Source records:

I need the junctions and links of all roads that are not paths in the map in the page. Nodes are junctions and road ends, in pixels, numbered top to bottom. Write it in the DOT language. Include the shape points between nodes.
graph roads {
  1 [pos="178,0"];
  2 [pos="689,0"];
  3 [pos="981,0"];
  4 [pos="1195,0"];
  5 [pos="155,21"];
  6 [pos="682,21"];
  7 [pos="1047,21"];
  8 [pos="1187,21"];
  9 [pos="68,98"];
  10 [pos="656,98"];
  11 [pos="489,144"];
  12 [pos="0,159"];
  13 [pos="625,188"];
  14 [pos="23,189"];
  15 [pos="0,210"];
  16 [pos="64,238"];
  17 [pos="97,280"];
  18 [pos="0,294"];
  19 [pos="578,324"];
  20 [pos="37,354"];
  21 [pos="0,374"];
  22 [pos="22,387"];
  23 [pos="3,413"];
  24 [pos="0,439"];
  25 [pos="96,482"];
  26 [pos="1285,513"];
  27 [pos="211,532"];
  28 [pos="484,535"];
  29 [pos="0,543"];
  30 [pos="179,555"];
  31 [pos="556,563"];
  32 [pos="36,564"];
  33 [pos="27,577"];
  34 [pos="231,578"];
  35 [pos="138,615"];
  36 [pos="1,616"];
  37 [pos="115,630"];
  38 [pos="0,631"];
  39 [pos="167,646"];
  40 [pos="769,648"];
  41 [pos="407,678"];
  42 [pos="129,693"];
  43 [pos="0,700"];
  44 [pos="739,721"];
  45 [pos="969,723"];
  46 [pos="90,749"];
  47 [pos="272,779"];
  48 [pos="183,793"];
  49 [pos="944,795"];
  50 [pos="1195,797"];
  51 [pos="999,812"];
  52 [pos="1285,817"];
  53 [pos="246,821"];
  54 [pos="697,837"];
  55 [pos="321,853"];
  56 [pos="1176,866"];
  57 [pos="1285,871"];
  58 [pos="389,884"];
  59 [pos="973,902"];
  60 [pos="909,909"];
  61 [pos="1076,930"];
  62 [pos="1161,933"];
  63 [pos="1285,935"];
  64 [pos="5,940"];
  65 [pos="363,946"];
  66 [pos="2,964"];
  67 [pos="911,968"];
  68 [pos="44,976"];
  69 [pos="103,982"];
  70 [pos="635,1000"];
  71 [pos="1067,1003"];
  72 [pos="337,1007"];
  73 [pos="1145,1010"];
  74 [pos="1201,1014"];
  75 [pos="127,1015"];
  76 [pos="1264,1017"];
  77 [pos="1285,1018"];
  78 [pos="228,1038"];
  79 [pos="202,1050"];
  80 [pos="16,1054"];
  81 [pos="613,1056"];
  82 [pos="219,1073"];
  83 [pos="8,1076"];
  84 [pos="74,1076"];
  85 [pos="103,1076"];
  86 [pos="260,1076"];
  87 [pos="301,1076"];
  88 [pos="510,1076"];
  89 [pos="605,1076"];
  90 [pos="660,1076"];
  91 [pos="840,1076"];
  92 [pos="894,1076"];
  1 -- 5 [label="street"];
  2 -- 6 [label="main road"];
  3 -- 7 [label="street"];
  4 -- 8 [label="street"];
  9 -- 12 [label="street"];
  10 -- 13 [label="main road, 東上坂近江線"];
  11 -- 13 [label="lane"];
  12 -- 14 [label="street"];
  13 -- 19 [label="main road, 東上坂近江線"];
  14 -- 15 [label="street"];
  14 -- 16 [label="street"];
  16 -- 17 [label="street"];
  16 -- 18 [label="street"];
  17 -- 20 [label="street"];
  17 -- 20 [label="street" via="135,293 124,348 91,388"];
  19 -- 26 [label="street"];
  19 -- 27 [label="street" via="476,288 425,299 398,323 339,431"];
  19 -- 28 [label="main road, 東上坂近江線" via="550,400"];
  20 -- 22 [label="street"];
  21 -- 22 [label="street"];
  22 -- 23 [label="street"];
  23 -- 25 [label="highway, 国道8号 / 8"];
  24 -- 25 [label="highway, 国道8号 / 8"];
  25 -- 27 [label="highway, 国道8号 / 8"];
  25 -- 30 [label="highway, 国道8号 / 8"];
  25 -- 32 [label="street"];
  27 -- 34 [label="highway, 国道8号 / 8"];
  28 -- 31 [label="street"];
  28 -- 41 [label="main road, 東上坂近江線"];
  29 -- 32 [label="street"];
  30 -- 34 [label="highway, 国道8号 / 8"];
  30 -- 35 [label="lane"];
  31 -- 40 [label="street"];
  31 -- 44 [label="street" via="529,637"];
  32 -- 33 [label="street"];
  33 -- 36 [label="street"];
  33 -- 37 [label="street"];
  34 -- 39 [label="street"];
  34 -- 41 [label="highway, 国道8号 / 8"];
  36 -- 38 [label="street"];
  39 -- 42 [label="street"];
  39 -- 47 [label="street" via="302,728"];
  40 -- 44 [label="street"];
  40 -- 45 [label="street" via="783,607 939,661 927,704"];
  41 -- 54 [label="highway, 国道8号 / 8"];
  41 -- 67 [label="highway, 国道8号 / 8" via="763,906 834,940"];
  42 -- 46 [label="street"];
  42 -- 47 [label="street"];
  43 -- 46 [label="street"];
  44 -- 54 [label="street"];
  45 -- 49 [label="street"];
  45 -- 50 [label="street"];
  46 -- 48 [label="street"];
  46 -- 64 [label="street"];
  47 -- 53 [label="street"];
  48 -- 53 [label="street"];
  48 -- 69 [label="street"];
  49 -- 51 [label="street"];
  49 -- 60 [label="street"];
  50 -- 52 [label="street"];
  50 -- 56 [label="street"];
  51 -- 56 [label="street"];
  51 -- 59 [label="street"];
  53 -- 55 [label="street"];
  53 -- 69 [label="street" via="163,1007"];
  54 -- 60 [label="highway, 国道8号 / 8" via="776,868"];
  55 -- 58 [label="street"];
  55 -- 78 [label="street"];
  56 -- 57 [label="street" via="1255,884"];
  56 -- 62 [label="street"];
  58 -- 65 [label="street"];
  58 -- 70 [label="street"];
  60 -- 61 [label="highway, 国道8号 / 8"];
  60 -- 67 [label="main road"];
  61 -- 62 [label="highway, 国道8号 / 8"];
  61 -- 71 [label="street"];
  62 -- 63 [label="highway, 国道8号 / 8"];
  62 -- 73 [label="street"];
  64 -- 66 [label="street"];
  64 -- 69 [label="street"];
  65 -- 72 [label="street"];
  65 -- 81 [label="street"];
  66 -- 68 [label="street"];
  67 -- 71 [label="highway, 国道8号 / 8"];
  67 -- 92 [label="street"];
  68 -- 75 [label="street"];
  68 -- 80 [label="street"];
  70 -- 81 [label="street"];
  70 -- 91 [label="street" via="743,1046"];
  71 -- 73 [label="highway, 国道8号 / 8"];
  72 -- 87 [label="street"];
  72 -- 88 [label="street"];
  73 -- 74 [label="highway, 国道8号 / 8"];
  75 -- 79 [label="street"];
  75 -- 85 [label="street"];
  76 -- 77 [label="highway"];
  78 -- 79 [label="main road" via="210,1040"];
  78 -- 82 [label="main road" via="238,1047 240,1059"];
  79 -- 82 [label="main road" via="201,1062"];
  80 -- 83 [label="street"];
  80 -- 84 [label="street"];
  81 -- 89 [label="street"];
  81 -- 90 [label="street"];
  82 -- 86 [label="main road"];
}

__Work task__. Please reproduce each entry exactly as it appears.

__Your solution__.
I need the junctions and links of all roads that are not paths in the map in the page. Nodes are junctions and road ends, in pixels, numbered top to bottom. Write it in the DOT language. Include the shape points between nodes.
graph roads {
  1 [pos="178,0"];
  2 [pos="689,0"];
  3 [pos="981,0"];
  4 [pos="1195,0"];
  5 [pos="155,21"];
  6 [pos="682,21"];
  7 [pos="1047,21"];
  8 [pos="1187,21"];
  9 [pos="68,98"];
  10 [pos="656,98"];
  11 [pos="489,144"];
  12 [pos="0,159"];
  13 [pos="625,188"];
  14 [pos="23,189"];
  15 [pos="0,210"];
  16 [pos="64,238"];
  17 [pos="97,280"];
  18 [pos="0,294"];
  19 [pos="578,324"];
  20 [pos="37,354"];
  21 [pos="0,374"];
  22 [pos="22,387"];
  23 [pos="3,413"];
  24 [pos="0,439"];
  25 [pos="96,482"];
  26 [pos="1285,513"];
  27 [pos="211,532"];
  28 [pos="484,535"];
  29 [pos="0,543"];
  30 [pos="179,555"];
  31 [pos="556,563"];
  32 [pos="36,564"];
  33 [pos="27,577"];
  34 [pos="231,578"];
  35 [pos="138,615"];
  36 [pos="1,616"];
  37 [pos="115,630"];
  38 [pos="0,631"];
  39 [pos="167,646"];
  40 [pos="769,648"];
  41 [pos="407,678"];
  42 [pos="129,693"];
  43 [pos="0,700"];
  44 [pos="739,721"];
  45 [pos="969,723"];
  46 [pos="90,749"];
  47 [pos="272,779"];
  48 [pos="183,793"];
  49 [pos="944,795"];
  50 [pos="1195,797"];
  51 [pos="999,812"];
  52 [pos="1285,817"];
  53 [pos="246,821"];
  54 [pos="697,837"];
  55 [pos="321,853"];
  56 [pos="1176,866"];
  57 [pos="1285,871"];
  58 [pos="389,884"];
  59 [pos="973,902"];
  60 [pos="909,909"];
  61 [pos="1076,930"];
  62 [pos="1161,933"];
  63 [pos="1285,935"];
  64 [pos="5,940"];
  65 [pos="363,946"];
  66 [pos="2,964"];
  67 [pos="911,968"];
  68 [pos="44,976"];
  69 [pos="103,982"];
  70 [pos="635,1000"];
  71 [pos="1067,1003"];
  72 [pos="337,1007"];
  73 [pos="1145,1010"];
  74 [pos="1201,1014"];
  75 [pos="127,1015"];
  76 [pos="1264,1017"];
  77 [pos="1285,1018"];
  78 [pos="228,1038"];
  79 [pos="202,1050"];
  80 [pos="16,1054"];
  81 [pos="613,1056"];
  82 [pos="219,1073"];
  83 [pos="8,1076"];
  84 [pos="74,1076"];
  85 [pos="103,1076"];
  86 [pos="260,1076"];
  87 [pos="301,1076"];
  88 [pos="510,1076"];
  89 [pos="605,1076"];
  90 [pos="660,1076"];
  91 [pos="840,1076"];
  92 [pos="894,1076"];
  1 -- 5 [label="street"];
  2 -- 6 [label="main road"];
  3 -- 7 [label="street"];
  4 -- 8 [label="street"];
  9 -- 12 [label="street"];
  10 -- 13 [label="main road, 東上坂近江線"];
  11 -- 13 [label="lane"];
  12 -- 14 [label="street"];
  13 -- 19 [label="main road, 東上坂近江線"];
  14 -- 15 [label="street"];
  14 -- 16 [label="street"];
  16 -- 17 [label="street"];
  16 -- 18 [label="street"];
  17 -- 20 [label="street"];
  17 -- 20 [label="street" via="135,293 124,348 91,388"];
  19 -- 26 [label="street"];
  19 -- 27 [label="street" via="476,288 425,299 398,323 339,431"];
  19 -- 28 [label="main road, 東上坂近江線" via="550,400"];
  20 -- 22 [label="street"];
  21 -- 22 [label="street"];
  22 -- 23 [label="street"];
  23 -- 25 [label="highway, 国道8号 / 8"];
  24 -- 25 [label="highway, 国道8号 / 8"];
  25 -- 27 [label="highway, 国道8号 / 8"];
  25 -- 30 [label="highway, 国道8号 / 8"];
  25 -- 32 [label="street"];
  27 -- 34 [label="highway, 国道8号 / 8"];
  28 -- 31 [label="street"];
  28 -- 41 [label="main road, 東上坂近江線"];
  29 -- 32 [label="street"];
  30 -- 34 [label="highway, 国道8号 / 8"];
  30 -- 35 [label="lane"];
  31 -- 40 [label="street"];
  31 -- 44 [label="street" via="529,637"];
  32 -- 33 [label="street"];
  33 -- 36 [label="street"];
  33 -- 37 [label="street"];
  34 -- 39 [label="street"];
  34 -- 41 [label="highway, 国道8号 / 8"];
  36 -- 38 [label="street"];
  39 -- 42 [label="street"];
  39 -- 47 [label="street" via="302,728"];
  40 -- 44 [label="street"];
  40 -- 45 [label="street" via="783,607 939,661 927,704"];
  41 -- 54 [label="highway, 国道8号 / 8"];
  41 -- 67 [label="highway, 国道8号 / 8" via="763,906 834,940"];
  42 -- 46 [label="street"];
  42 -- 47 [label="street"];
  43 -- 46 [label="street"];
  44 -- 54 [label="street"];
  45 -- 49 [label="street"];
  45 -- 50 [label="street"];
  46 -- 48 [label="street"];
  46 -- 64 [label="street"];
  47 -- 53 [label="street"];
  48 -- 53 [label="street"];
  48 -- 69 [label="street"];
  49 -- 51 [label="street"];
  49 -- 60 [label="street"];
  50 -- 52 [label="street"];
  50 -- 56 [label="street"];
  51 -- 56 [label="street"];
  51 -- 59 [label="street"];
  53 -- 55 [label="street"];
  53 -- 69 [label="street" via="163,1007"];
  54 -- 60 [label="highway, 国道8号 / 8" via="776,868"];
  55 -- 58 [label="street"];
  55 -- 78 [label="street"];
  56 -- 57 [label="street" via="1255,884"];
  56 -- 62 [label="street"];
  58 -- 65 [label="street"];
  58 -- 70 [label="street"];
  60 -- 61 [label="highway, 国道8号 / 8"];
  60 -- 67 [label="main road"];
  61 -- 62 [label="highway, 国道8号 / 8"];
  61 -- 71 [label="street"];
  62 -- 63 [label="highway, 国道8号 / 8"];
  62 -- 73 [label="street"];
  64 -- 66 [label="street"];
  64 -- 69 [label="street"];
  65 -- 72 [label="street"];
  65 -- 81 [label="street"];
  66 -- 68 [label="street"];
  67 -- 71 [label="highway, 国道8号 / 8"];
  67 -- 92 [label="street"];
  68 -- 75 [label="street"];
  68 -- 80 [label="street"];
  70 -- 81 [label="street"];
  70 -- 91 [label="street" via="743,1046"];
  71 -- 73 [label="highway, 国道8号 / 8"];
  72 -- 87 [label="street"];
  72 -- 88 [label="street"];
  73 -- 74 [label="highway, 国道8号 / 8"];
  75 -- 79 [label="street"];
  75 -- 85 [label="street"];
  76 -- 77 [label="highway"];
  78 -- 79 [label="main road" via="210,1040"];
  78 -- 82 [label="main road" via="238,1047 240,1059"];
  79 -- 82 [label="main road" via="201,1062"];
  80 -- 83 [label="street"];
  80 -- 84 [label="street"];
  81 -- 89 [label="street"];
  81 -- 90 [label="street"];
  82 -- 86 [label="main road"];
}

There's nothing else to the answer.